实时荧光PCR熔解曲线法快速鉴定嗜肺军团菌

摘要

目的：
　　建立特异、快速、敏感的实时荧光PCR熔解曲线基因分型方法，并探讨该法在临床痰标本和环境水样中鉴定嗜肺军团菌的应用价值。
　　方法：
　　(1)根据嗜肺军团菌16SrRNA基因保守序列设计引物和焠灭FRET探针建立实时荧光PCR熔解曲线方法。
　　(2)优化引物与探针浓度，用嗜肺军团菌、非嗜肺军团菌及其他病原菌标准菌株验证该方法的特异性、敏感性和重复性，并做模拟实验。
　　(3)117份痰标本进行实时荧光PCR熔解曲线法鉴定，鉴定结果通过基因测序法检测结果验证。
　　(4)对18份环境水样进行培养，生化表型，普通PCR，实时荧光PCR熔解曲线鉴定，鉴定结果通过基因测序法检测结果验证。
　　结果：
　　(1)引物序列：上游引物5’-AGGGTTGATAGGTTAAGAGC-3’，下游引物5’-CCAACAGCTAGTTGACATCG-3’。探针序列：锚定探针序列5’-CCCATACTCGAGTCAACC(FAM)-3’，感应探针序列5’-(BHQ1)TATTATCTGACCGTCCCAG(ph)-3’。
　　(2)优化后的反应体系：10×PCR酶体系15.5μl，上游引物(40.0pmol/μL)1.0μl，下游引物(2.0pmol/μl)2.0μl，锚定探针(10pmol/μl)1.0μl，感应探针(10pmol/μl)0.5μl，模板5μl。
　　优化后的反应程序：(RocheLightcycler480实时荧光PCR仪)：95℃3min；95℃10s，57℃20s，72℃30s，50个循环；熔解分析程序为：95℃1min；40℃2min；40℃升温至85℃，1℃/5s。FAM通道下检测荧光。
　　使用实时荧光PCR熔解曲线基因分型方法检测的15株嗜肺军团菌、30株非嗜肺军团菌、7株其他病原菌中，15株不同血清型的嗜肺军团菌Tm值均为57℃；7株非嗜肺军团菌Tm值为43℃，1株Tm值为45℃；其余22株非嗜肺军团菌和7株其他病原菌均无明显Tm值。该方法检测的灵敏度可达100fg/μl。

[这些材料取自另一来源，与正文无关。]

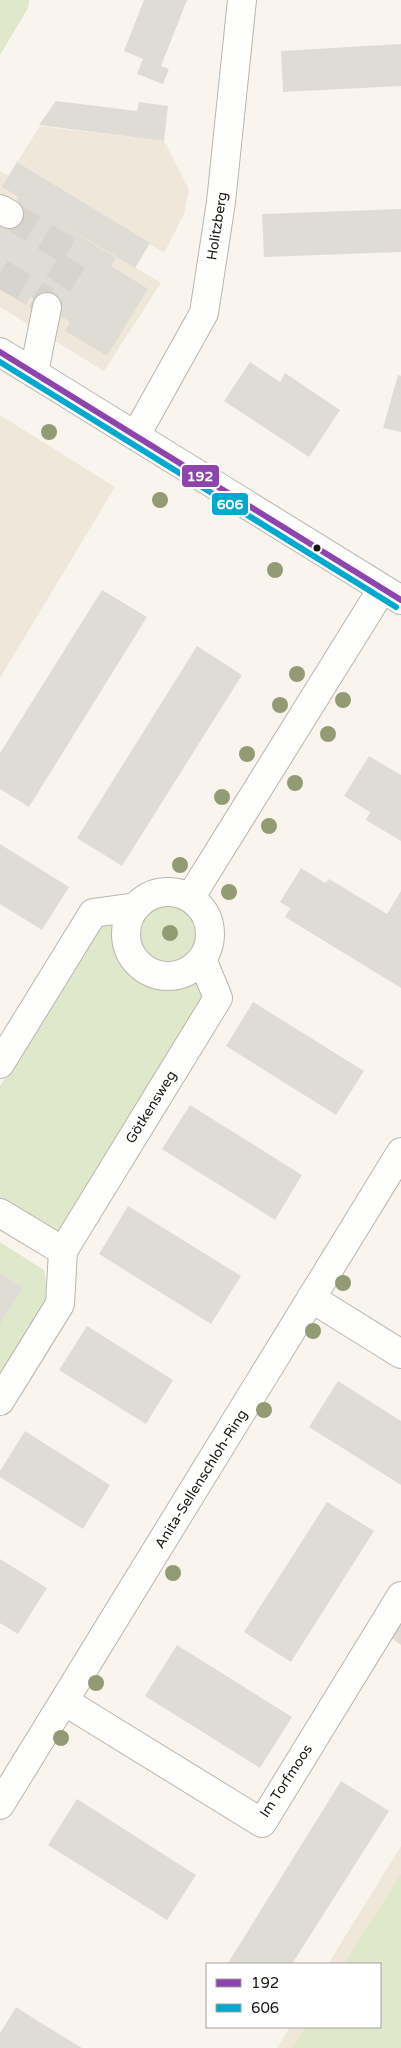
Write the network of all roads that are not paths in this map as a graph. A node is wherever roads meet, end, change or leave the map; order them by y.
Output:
1 (242, 0) edge
2 (47, 307) tunnel mouth
3 (0, 352) edge
4 (34, 372) junction
5 (136, 435) junction
6 (392, 595) edge
7 (190, 898) junction
8 (136, 907) junction
9 (202, 960) junction
10 (0, 1064) edge
11 (401, 1152) edge
12 (0, 1214) edge
13 (63, 1251) junction
14 (311, 1298) junction
15 (401, 1354) edge
16 (0, 1401) edge
17 (401, 1596) edge
18 (64, 1701) junction
19 (0, 1805) edge

1 - 5 street, Holitzberg
2 - 4 street
3 - 4 street
4 - 5 street
5 - 6 street
6 - 7 street
7 - 8 street
7 - 9 street
8 - 9 street
8 - 10 street
9 - 13 street, Götkensweg
11 - 14 street, Anita-Sellenschloh-Ring
12 - 13 street
13 - 16 street, Götkensweg
14 - 15 street
14 - 18 street, Anita-Sellenschloh-Ring
17 - 18 street, Im Torfmoos
18 - 19 street, Anita-Sellenschloh-Ring

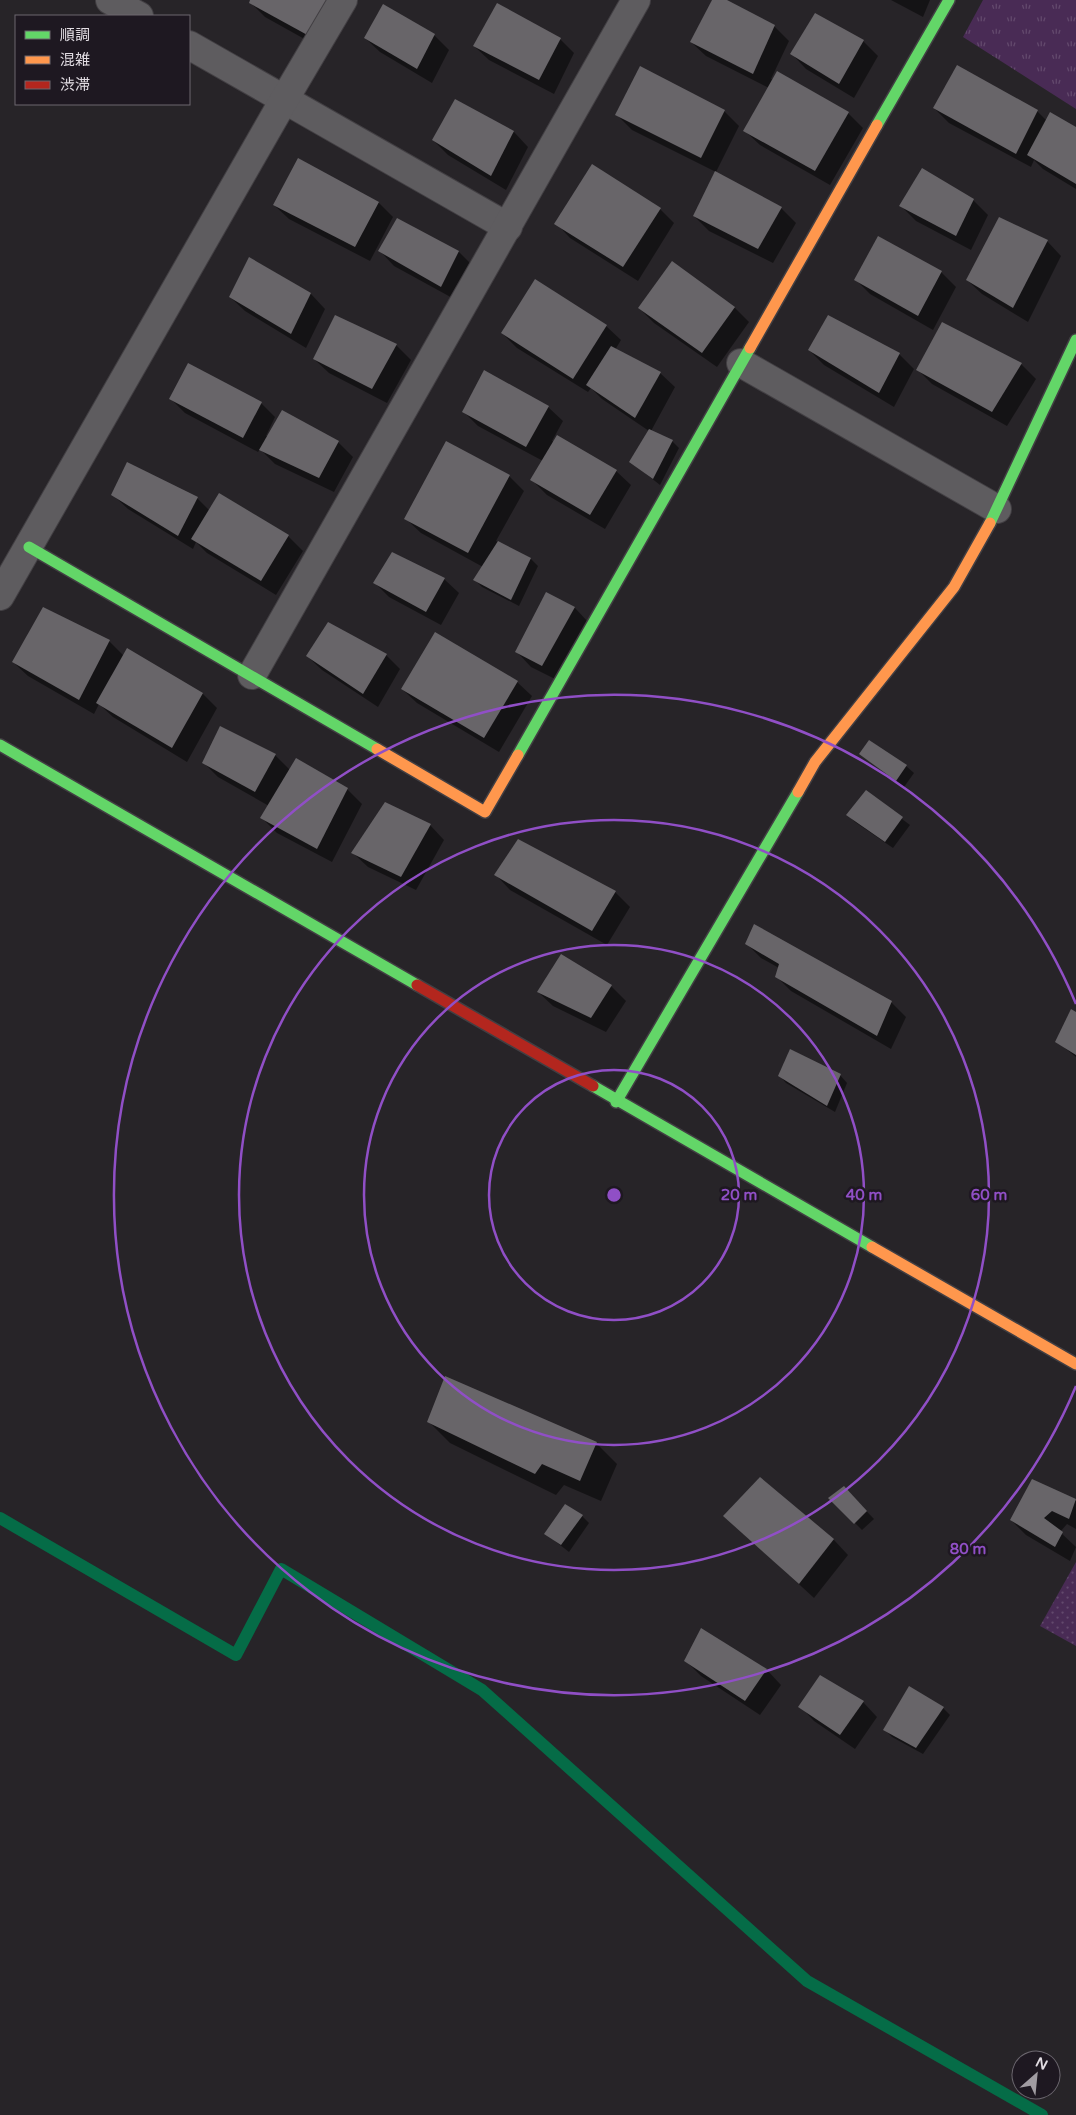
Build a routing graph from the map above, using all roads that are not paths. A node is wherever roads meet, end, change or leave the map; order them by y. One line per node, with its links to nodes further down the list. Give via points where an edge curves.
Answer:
1 (110, 0): 5 (street)
2 (343, 0): 7 (street)
3 (636, 0): 8 (street)
4 (949, 0): 10 (street)
5 (137, 15)
6 (190, 46): 7 (street)
7 (284, 100): 8 (street); 12 (street)
8 (508, 226): 14 (street)
9 (1076, 340): 11 (street)
10 (741, 363): 11 (street); 14 (street, via 485,812)
11 (997, 509): 16 (street, via 954,587 816,762)
12 (30, 547): 13 (street); 14 (street)
13 (0, 596)
14 (252, 675)
15 (0, 746): 16 (street)
16 (616, 1102): 17 (street)
17 (1076, 1364)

　　(3)117例痰标本经培养未发现嗜肺军团菌阳性。
　　117例痰标本中经实时荧光PCR熔解曲线基因法检测，发现有3例嗜肺军团菌，与基因测序法检测结果一致。
　　(4)环境水样经培养，得到可疑军团菌22株，经普通PCR鉴定，发现20株军团菌阳性。
　　环境水样经培养，22株可疑军团菌菌株经实时荧光PCR熔解曲线法鉴定嗜肺军团菌阳性的菌株共9株。与基因测序法检测结果一致。
　　环境水样直接提取DNA，普通PCR后军团菌阳性的标本：4号，5号，8号，9号，13号，14号，15号，16号，17号，18号，经基因测序法验证后，进一步显示5、9号标本为嗜肺军团菌，13、14、15号标本为辛辛那提军团菌，16、17、18号标本为长滩军团菌。
　　环境水样直接提取DNA、实时荧光PCR熔解曲线法鉴定嗜肺军团菌阳性标本：未发现阳性标本。
　　结论：
　　(1)建立的实时荧光PCR熔解曲线法能够明确的对嗜肺军团菌鉴定，并可对部分军团菌进行分型。
　　(2)在对117例临床标本的鉴定中，检测出3例嗜肺军团菌，鉴定结果与PCR-基因测序方法一致。
　　(3)对环境水样检测过程中，通过采用分离培养、生化表型、实时荧光PCR熔解曲线法、基因测序方法的鉴定，发现环境水源能分离出军团菌，对分离菌株进一步的分型和鉴定，可采用实时荧光PCR熔解曲线法、基因测序方法。
　　(4)实时荧光PCR熔解曲线法除具有传统实时荧光PCR高灵敏、高特异性、高精确度及污染小等优点外，焠灭探针荧光标记技术要求低，价格更便宜，耗时短，因此，该方法更适用于军团菌病的预防和临床诊断，尤其是在军团菌病暴发流行时，可提供快速的实验室诊断。